• **Task goal**
Each entry below must be written out exactly, with pictures left out.

• **Data records**

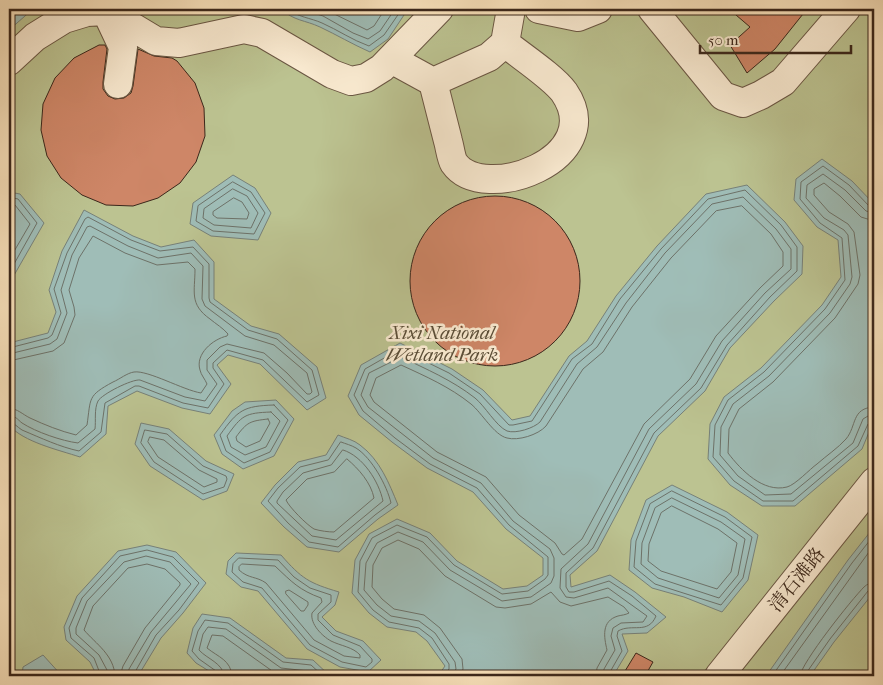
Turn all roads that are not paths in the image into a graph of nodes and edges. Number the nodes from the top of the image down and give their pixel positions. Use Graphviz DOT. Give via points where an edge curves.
graph roads {
  1 [pos="439,9"];
  2 [pos="511,9"];
  3 [pos="539,9"];
  4 [pos="598,9"];
  5 [pos="652,9"];
  6 [pos="846,9"];
  7 [pos="106,11"];
  8 [pos="505,43"];
  9 [pos="391,59"];
  10 [pos="9,61"];
  11 [pos="433,82"];
  12 [pos="118,84"];
  13 [pos="874,482"];
  14 [pos="720,676"];
  1 -- 9 [label="street"];
  2 -- 8 [label="street"];
  3 -- 4 [label="street" via="578,17"];
  5 -- 6 [label="street" via="723,96 743,103 783,82"];
  7 -- 9 [label="street" via="156,41 179,43 244,29 262,33 332,74 351,81 366,78"];
  7 -- 10 [label="street" via="87,12 64,19 35,37"];
  7 -- 12 [label="street" via="123,47"];
  8 -- 11 [label="street" via="489,57"];
  8 -- 11 [label="street" via="564,92 573,112 572,134 558,156 536,170 508,178 481,178 463,173 454,162"];
  9 -- 11 [label="street"];
  13 -- 14 [label="street, 清石滩路"];
}
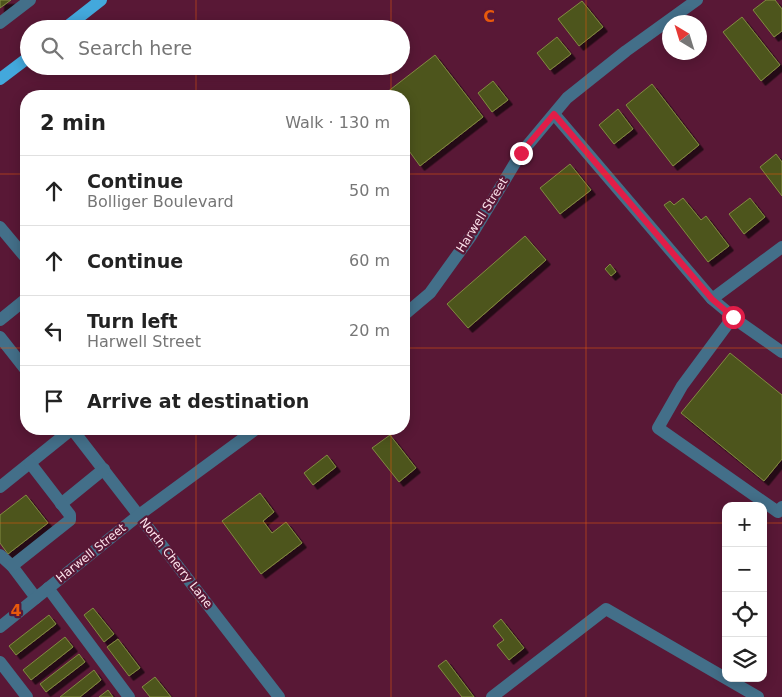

• **Task output**
Turn all roads that are not paths in the image into a graph of nodes and edges. Number the nodes from the top of the image down and give their pixel positions. Use Graphviz DOT. Give via points where an edge curves.
graph roads {
  1 [pos="439,9"];
  2 [pos="511,9"];
  3 [pos="539,9"];
  4 [pos="598,9"];
  5 [pos="652,9"];
  6 [pos="846,9"];
  7 [pos="106,11"];
  8 [pos="505,43"];
  9 [pos="391,59"];
  10 [pos="9,61"];
  11 [pos="433,82"];
  12 [pos="118,84"];
  13 [pos="874,482"];
  14 [pos="720,676"];
  1 -- 9 [label="street"];
  2 -- 8 [label="street"];
  3 -- 4 [label="street" via="578,17"];
  5 -- 6 [label="street" via="723,96 743,103 783,82"];
  7 -- 9 [label="street" via="156,41 179,43 244,29 262,33 332,74 351,81 366,78"];
  7 -- 10 [label="street" via="87,12 64,19 35,37"];
  7 -- 12 [label="street" via="123,47"];
  8 -- 11 [label="street" via="489,57"];
  8 -- 11 [label="street" via="564,92 573,112 572,134 558,156 536,170 508,178 481,178 463,173 454,162"];
  9 -- 11 [label="street"];
  13 -- 14 [label="street, 清石滩路"];
}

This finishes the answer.